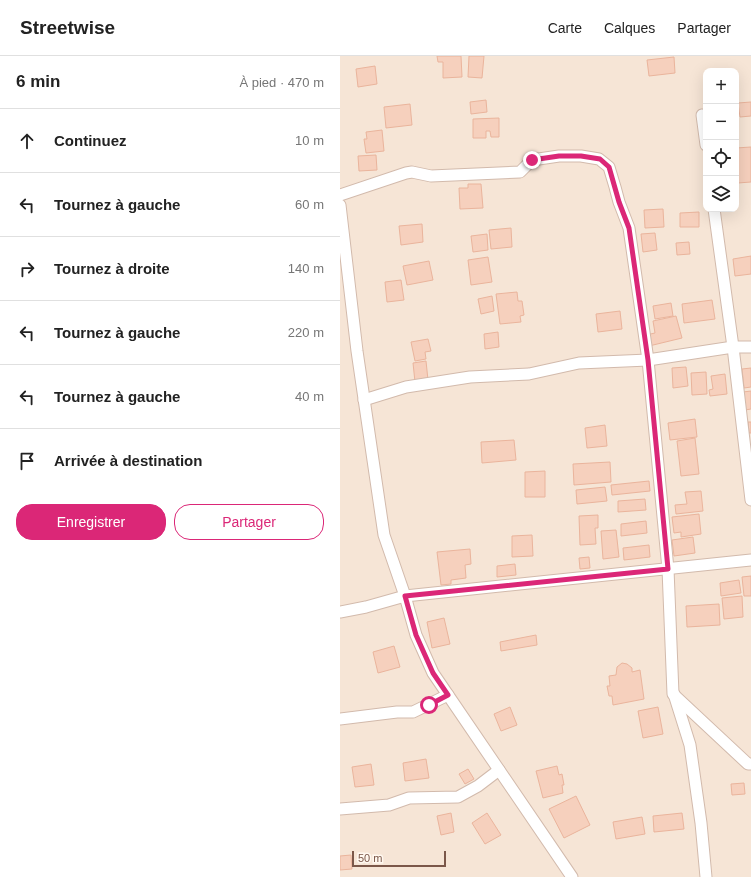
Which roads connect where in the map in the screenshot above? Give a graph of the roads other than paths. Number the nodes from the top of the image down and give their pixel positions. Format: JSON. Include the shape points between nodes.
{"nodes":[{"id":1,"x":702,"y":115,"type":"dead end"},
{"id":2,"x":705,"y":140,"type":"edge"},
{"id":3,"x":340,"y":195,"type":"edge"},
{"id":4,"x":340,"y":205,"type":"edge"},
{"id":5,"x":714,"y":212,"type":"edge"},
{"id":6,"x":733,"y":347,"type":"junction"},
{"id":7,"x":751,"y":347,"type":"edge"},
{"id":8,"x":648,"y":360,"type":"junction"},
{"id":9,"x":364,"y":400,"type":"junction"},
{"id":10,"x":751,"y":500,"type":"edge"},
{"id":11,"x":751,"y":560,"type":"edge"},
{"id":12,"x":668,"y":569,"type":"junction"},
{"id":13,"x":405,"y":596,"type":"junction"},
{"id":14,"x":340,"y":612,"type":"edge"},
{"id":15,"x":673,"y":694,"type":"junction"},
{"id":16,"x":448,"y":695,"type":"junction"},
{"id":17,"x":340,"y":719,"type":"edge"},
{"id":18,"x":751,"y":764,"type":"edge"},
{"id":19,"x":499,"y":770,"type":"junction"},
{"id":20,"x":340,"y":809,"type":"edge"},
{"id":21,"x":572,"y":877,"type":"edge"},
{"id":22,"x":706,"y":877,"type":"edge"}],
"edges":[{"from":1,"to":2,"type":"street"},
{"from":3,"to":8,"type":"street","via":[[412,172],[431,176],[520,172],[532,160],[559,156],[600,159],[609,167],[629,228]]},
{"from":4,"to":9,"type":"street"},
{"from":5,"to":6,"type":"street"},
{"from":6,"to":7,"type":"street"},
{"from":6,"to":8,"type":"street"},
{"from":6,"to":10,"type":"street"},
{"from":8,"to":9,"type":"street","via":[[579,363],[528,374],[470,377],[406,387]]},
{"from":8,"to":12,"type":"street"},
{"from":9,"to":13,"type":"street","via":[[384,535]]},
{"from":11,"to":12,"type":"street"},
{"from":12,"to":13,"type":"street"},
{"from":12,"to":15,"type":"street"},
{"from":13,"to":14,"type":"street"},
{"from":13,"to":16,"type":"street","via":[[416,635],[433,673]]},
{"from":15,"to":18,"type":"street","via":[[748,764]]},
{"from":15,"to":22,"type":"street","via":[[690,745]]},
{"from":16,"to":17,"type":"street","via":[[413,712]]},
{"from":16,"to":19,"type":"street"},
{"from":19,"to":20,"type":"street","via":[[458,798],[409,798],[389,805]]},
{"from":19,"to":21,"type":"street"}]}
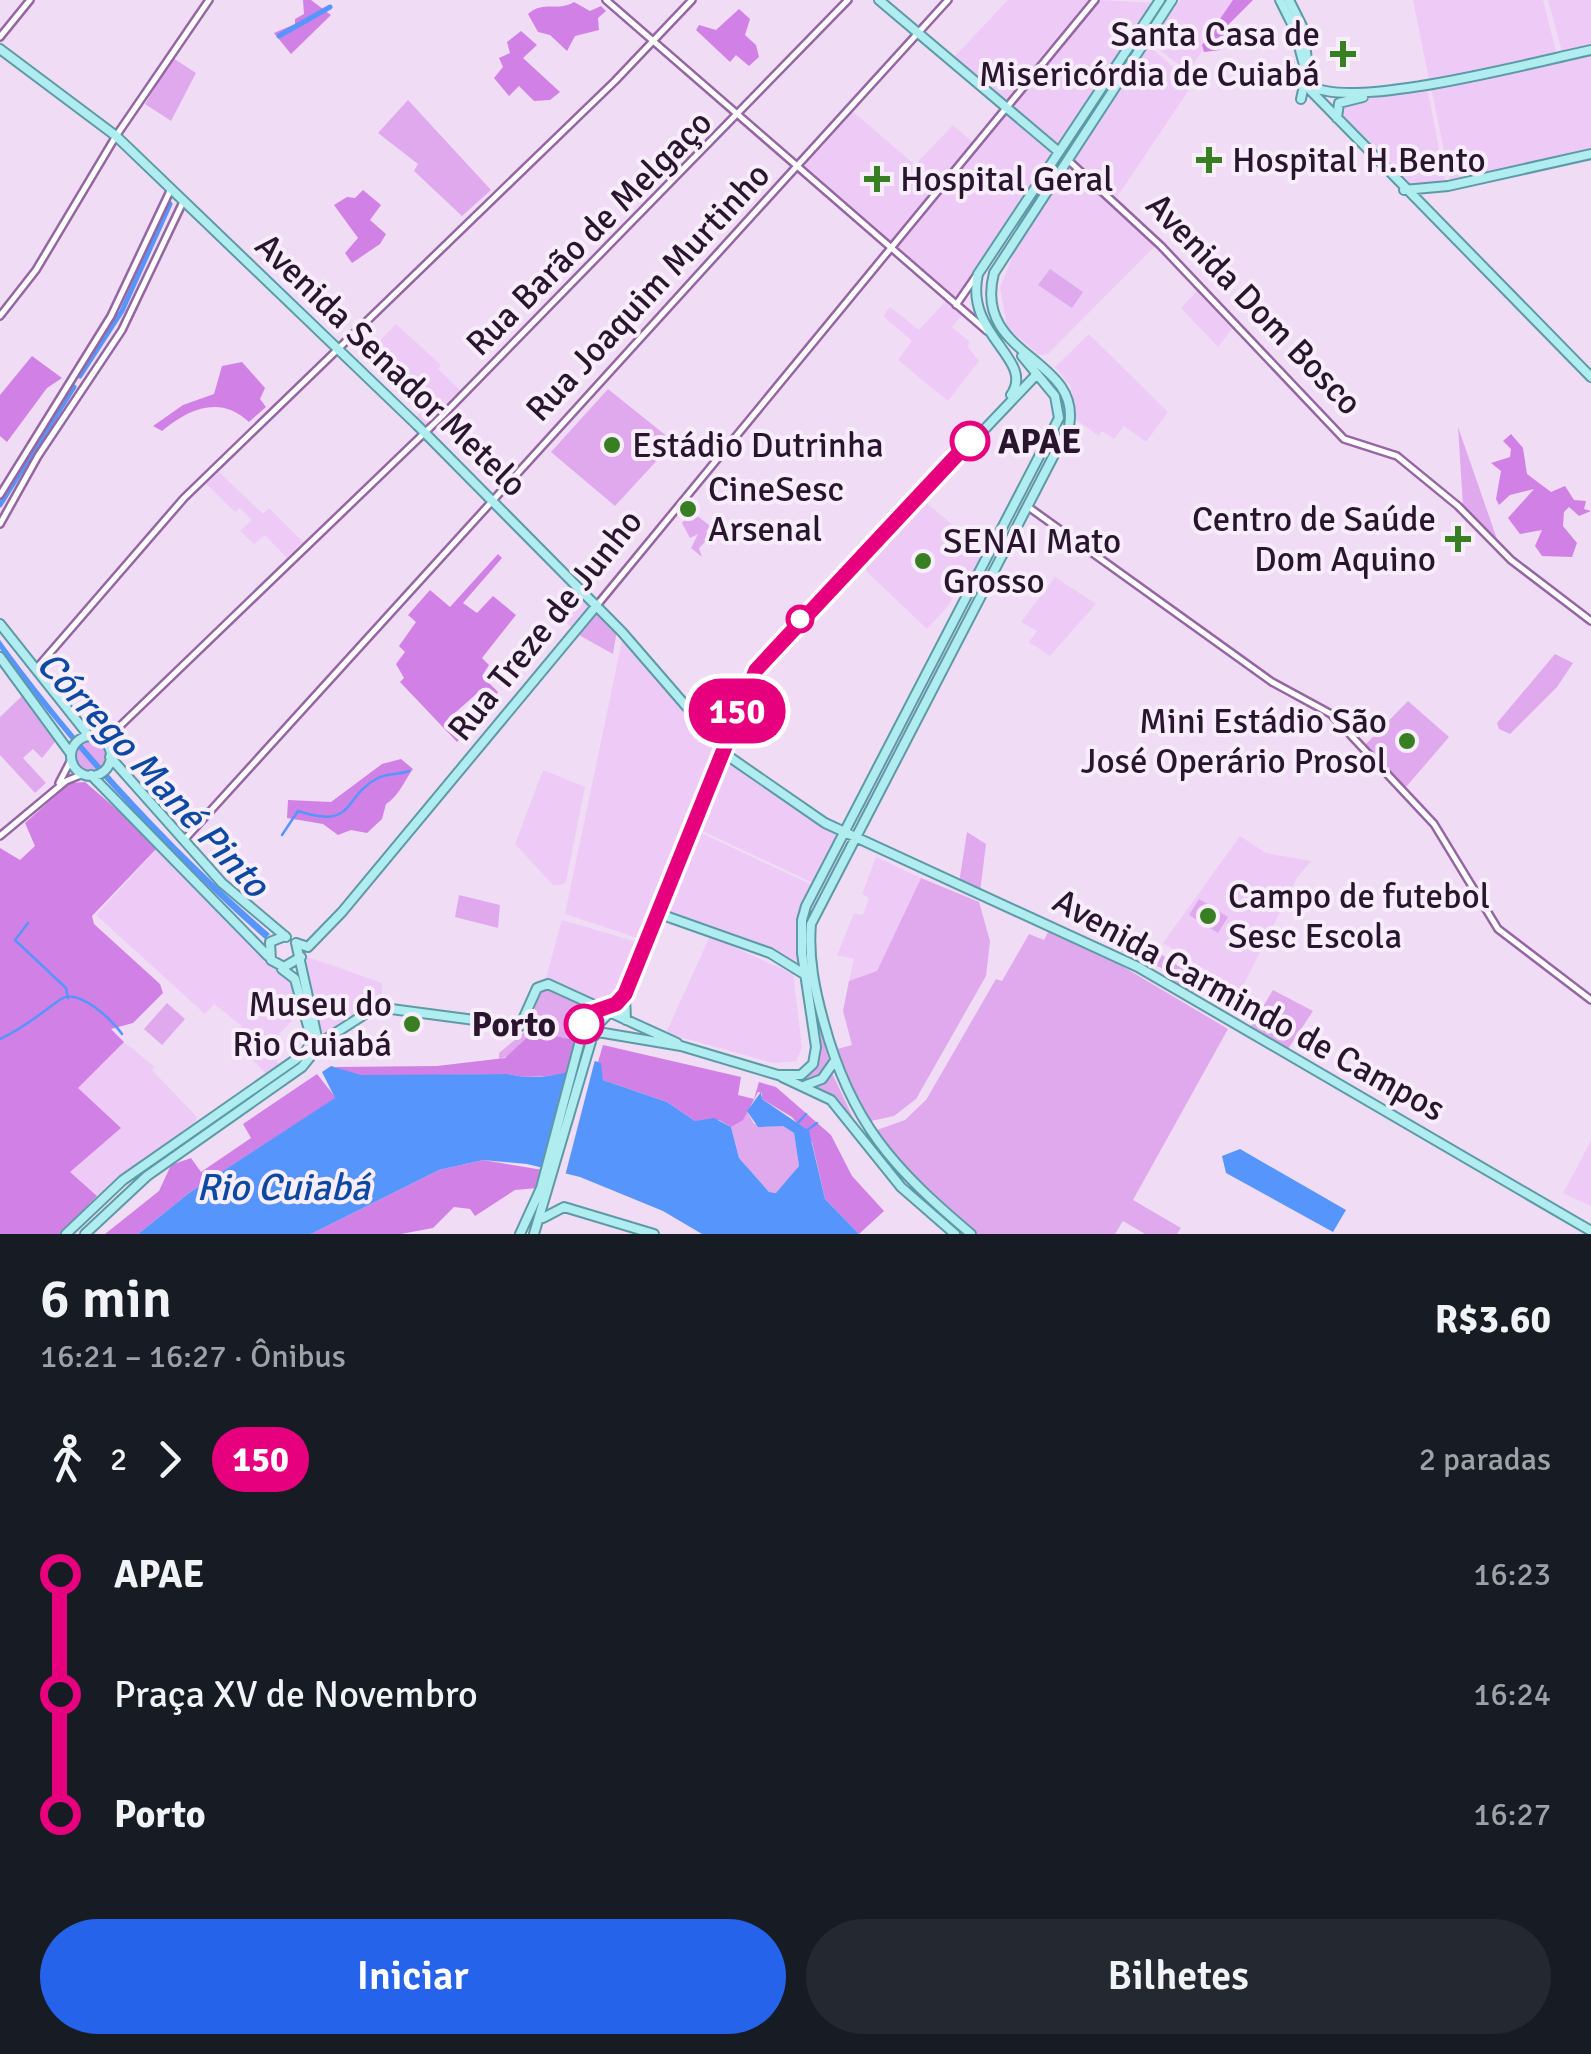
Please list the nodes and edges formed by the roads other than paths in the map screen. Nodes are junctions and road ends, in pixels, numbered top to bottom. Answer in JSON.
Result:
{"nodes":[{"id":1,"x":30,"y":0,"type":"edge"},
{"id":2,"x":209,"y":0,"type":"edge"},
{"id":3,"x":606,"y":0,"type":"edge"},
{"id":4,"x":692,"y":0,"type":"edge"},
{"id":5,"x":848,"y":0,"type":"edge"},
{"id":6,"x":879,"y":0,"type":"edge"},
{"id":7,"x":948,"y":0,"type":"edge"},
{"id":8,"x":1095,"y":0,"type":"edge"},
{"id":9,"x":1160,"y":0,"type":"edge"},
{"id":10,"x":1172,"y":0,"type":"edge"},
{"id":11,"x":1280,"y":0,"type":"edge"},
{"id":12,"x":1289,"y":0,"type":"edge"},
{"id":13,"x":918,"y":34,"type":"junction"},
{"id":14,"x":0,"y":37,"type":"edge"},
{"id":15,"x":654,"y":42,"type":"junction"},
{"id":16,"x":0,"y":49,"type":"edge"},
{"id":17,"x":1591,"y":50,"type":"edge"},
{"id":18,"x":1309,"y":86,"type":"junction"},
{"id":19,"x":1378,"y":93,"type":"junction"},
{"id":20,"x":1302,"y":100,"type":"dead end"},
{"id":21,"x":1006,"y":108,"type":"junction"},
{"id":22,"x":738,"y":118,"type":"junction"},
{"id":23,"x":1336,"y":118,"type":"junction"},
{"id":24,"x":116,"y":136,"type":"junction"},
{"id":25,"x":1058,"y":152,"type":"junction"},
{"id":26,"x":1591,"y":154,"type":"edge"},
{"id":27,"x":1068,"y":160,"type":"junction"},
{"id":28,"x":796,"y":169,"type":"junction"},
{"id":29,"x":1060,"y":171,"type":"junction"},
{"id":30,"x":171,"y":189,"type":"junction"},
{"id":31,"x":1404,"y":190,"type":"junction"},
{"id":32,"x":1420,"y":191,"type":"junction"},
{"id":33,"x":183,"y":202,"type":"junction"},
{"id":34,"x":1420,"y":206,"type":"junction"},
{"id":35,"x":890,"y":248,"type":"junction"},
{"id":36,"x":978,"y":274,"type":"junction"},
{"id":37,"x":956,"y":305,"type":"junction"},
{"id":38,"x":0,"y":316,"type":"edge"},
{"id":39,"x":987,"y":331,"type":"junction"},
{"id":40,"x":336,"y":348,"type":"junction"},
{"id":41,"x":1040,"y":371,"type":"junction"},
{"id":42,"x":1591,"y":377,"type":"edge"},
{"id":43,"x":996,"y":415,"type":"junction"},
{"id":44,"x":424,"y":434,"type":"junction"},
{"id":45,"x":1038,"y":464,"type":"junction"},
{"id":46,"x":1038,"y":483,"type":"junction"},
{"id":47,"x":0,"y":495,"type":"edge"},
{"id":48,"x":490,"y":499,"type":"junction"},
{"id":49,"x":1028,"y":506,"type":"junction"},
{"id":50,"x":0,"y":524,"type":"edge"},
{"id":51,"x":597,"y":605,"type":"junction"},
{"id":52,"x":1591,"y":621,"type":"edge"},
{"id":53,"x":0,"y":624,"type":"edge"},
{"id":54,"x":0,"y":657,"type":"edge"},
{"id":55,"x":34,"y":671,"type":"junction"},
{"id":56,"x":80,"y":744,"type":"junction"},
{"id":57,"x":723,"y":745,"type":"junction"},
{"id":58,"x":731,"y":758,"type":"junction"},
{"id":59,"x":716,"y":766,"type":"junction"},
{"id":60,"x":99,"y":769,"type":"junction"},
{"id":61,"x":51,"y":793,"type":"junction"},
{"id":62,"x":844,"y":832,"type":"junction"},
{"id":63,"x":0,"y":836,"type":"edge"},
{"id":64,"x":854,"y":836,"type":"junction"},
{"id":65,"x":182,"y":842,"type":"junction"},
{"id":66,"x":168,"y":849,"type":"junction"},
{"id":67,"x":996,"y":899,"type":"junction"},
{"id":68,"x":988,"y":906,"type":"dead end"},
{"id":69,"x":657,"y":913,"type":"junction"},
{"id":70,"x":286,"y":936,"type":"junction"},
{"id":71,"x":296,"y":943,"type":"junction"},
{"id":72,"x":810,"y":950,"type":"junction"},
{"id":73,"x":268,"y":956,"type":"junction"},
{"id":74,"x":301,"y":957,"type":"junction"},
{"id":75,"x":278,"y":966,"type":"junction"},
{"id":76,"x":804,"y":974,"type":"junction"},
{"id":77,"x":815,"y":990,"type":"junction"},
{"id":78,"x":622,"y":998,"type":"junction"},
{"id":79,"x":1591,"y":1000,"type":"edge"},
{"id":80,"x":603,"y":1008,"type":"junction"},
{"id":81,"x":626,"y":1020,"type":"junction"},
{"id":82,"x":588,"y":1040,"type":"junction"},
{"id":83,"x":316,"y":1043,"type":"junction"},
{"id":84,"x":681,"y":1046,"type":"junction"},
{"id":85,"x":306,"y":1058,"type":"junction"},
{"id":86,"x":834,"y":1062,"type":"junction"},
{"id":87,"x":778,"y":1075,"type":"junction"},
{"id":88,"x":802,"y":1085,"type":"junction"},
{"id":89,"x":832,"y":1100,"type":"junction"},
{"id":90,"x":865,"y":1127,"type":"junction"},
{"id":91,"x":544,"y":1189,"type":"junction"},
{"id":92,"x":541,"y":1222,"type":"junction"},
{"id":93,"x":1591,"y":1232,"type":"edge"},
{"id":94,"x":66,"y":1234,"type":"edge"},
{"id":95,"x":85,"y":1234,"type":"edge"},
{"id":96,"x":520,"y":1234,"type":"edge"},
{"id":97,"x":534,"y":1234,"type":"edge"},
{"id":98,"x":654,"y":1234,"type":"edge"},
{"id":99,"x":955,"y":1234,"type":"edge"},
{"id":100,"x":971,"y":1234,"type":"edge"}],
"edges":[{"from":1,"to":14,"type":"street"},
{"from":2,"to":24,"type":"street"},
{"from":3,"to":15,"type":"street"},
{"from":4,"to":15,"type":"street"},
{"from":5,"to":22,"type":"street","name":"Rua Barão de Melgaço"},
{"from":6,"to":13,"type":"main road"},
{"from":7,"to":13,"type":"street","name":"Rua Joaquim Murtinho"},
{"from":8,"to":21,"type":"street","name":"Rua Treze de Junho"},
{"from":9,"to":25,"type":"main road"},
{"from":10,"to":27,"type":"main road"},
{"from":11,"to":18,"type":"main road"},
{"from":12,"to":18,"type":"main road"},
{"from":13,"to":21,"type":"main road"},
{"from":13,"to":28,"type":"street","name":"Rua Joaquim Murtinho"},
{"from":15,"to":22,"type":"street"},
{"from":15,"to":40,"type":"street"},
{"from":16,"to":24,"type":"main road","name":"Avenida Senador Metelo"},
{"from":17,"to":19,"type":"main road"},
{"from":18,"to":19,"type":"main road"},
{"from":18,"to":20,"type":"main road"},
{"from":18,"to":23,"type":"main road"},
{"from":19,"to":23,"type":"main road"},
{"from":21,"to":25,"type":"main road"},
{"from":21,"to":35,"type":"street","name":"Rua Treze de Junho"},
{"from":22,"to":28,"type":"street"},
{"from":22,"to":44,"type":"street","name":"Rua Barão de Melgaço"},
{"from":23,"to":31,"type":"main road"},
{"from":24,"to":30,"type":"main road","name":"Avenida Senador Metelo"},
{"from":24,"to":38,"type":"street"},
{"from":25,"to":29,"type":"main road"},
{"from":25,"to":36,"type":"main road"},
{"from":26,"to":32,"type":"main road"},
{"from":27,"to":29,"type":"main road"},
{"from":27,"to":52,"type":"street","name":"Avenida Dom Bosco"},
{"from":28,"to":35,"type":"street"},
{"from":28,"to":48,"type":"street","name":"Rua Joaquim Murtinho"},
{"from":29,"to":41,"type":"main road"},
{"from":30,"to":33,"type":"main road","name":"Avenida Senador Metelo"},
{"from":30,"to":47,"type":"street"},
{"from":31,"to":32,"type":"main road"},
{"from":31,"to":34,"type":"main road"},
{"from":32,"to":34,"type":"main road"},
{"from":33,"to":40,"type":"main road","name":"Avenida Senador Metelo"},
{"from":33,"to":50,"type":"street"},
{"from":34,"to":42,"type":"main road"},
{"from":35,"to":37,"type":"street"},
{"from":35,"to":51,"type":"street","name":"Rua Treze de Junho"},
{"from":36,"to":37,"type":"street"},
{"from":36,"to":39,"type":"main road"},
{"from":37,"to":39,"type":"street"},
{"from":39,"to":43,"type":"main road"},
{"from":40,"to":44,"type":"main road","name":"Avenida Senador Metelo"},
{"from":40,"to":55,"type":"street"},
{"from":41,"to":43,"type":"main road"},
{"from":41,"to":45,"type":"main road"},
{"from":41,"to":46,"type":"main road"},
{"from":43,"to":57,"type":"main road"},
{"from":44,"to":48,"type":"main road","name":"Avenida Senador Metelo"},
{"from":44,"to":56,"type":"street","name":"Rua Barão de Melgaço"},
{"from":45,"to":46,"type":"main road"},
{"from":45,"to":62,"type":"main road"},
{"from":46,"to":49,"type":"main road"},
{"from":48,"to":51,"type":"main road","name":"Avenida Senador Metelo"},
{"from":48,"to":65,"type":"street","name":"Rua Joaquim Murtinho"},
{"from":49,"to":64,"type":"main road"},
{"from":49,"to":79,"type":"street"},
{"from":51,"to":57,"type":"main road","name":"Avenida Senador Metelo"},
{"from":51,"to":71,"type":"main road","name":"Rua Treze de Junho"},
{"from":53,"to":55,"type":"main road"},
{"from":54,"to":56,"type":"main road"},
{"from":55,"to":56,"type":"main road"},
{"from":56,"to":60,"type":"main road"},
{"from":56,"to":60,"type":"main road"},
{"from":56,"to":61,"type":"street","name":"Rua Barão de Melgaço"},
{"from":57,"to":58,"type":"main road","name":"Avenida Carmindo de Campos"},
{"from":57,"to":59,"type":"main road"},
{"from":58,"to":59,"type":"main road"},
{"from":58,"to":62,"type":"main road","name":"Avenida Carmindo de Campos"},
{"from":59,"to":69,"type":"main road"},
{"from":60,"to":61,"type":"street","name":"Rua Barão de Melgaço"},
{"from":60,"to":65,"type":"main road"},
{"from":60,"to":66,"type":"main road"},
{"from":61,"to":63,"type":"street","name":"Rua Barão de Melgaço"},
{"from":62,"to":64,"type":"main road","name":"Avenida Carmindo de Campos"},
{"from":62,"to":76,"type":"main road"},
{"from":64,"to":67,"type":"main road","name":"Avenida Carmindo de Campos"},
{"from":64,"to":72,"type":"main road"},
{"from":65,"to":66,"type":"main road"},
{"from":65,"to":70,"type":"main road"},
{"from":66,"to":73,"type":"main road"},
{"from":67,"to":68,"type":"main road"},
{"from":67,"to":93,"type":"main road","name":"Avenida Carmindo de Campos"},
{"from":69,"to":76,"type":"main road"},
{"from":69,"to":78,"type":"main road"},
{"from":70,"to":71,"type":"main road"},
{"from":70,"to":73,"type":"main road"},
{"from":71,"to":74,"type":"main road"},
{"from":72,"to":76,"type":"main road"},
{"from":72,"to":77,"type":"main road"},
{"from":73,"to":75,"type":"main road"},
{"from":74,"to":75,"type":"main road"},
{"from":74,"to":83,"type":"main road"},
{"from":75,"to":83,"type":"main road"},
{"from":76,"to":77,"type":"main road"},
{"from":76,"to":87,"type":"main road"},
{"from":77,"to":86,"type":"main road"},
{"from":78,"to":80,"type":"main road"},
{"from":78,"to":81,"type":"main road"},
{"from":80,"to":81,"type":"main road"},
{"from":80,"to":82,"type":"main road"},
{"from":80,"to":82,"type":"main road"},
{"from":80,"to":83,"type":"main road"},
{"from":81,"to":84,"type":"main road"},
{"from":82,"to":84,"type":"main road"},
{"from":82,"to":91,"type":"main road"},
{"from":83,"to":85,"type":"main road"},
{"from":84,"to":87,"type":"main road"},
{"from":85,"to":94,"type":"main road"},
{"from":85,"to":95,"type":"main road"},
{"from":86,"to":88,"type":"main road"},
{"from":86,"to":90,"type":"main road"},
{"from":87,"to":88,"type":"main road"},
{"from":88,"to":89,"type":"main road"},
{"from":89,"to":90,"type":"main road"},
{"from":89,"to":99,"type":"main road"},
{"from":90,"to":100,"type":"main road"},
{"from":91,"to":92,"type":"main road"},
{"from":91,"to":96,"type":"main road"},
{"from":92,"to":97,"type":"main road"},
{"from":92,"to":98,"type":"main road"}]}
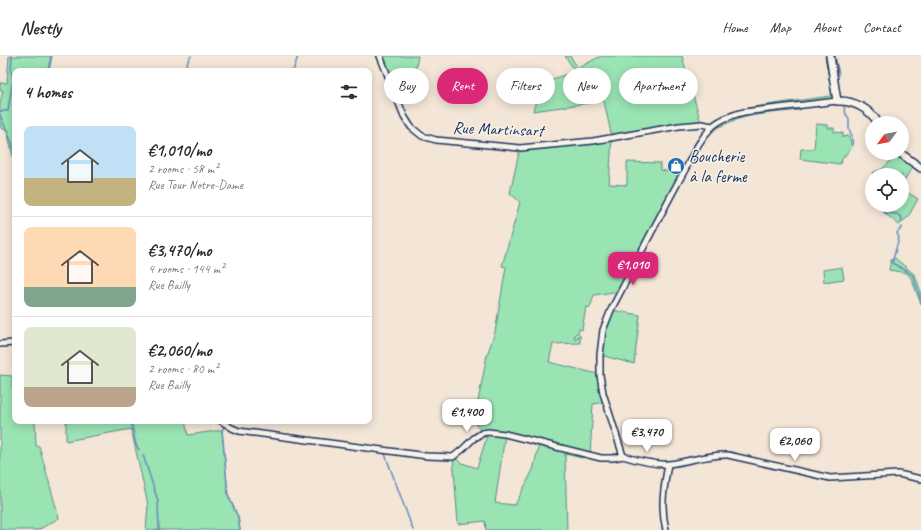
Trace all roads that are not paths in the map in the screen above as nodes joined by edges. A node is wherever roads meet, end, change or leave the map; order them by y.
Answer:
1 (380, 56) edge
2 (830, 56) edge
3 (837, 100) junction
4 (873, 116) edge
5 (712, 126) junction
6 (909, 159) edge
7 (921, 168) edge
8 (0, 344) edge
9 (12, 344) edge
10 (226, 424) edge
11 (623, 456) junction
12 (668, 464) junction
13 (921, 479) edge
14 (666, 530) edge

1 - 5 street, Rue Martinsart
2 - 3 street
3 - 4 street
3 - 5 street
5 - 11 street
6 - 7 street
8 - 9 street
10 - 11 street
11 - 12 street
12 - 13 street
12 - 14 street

- _WHAT THE TASK REQUIRES_:
Whenever a line of the data includes the word "above", show that line in full.

- _YOUR RESPONSE_:
Which roads connect where in the map in the screenshot above? Give a graph of the roads other than paths. Number the nodes from the top of the image down and give their pixel positions. Format: JSON. Include the shape points between nodes.
Trace all roads that are not paths in the map in the screen above as nodes joined by edges. A node is wherever roads meet, end, change or leave the map; order them by y.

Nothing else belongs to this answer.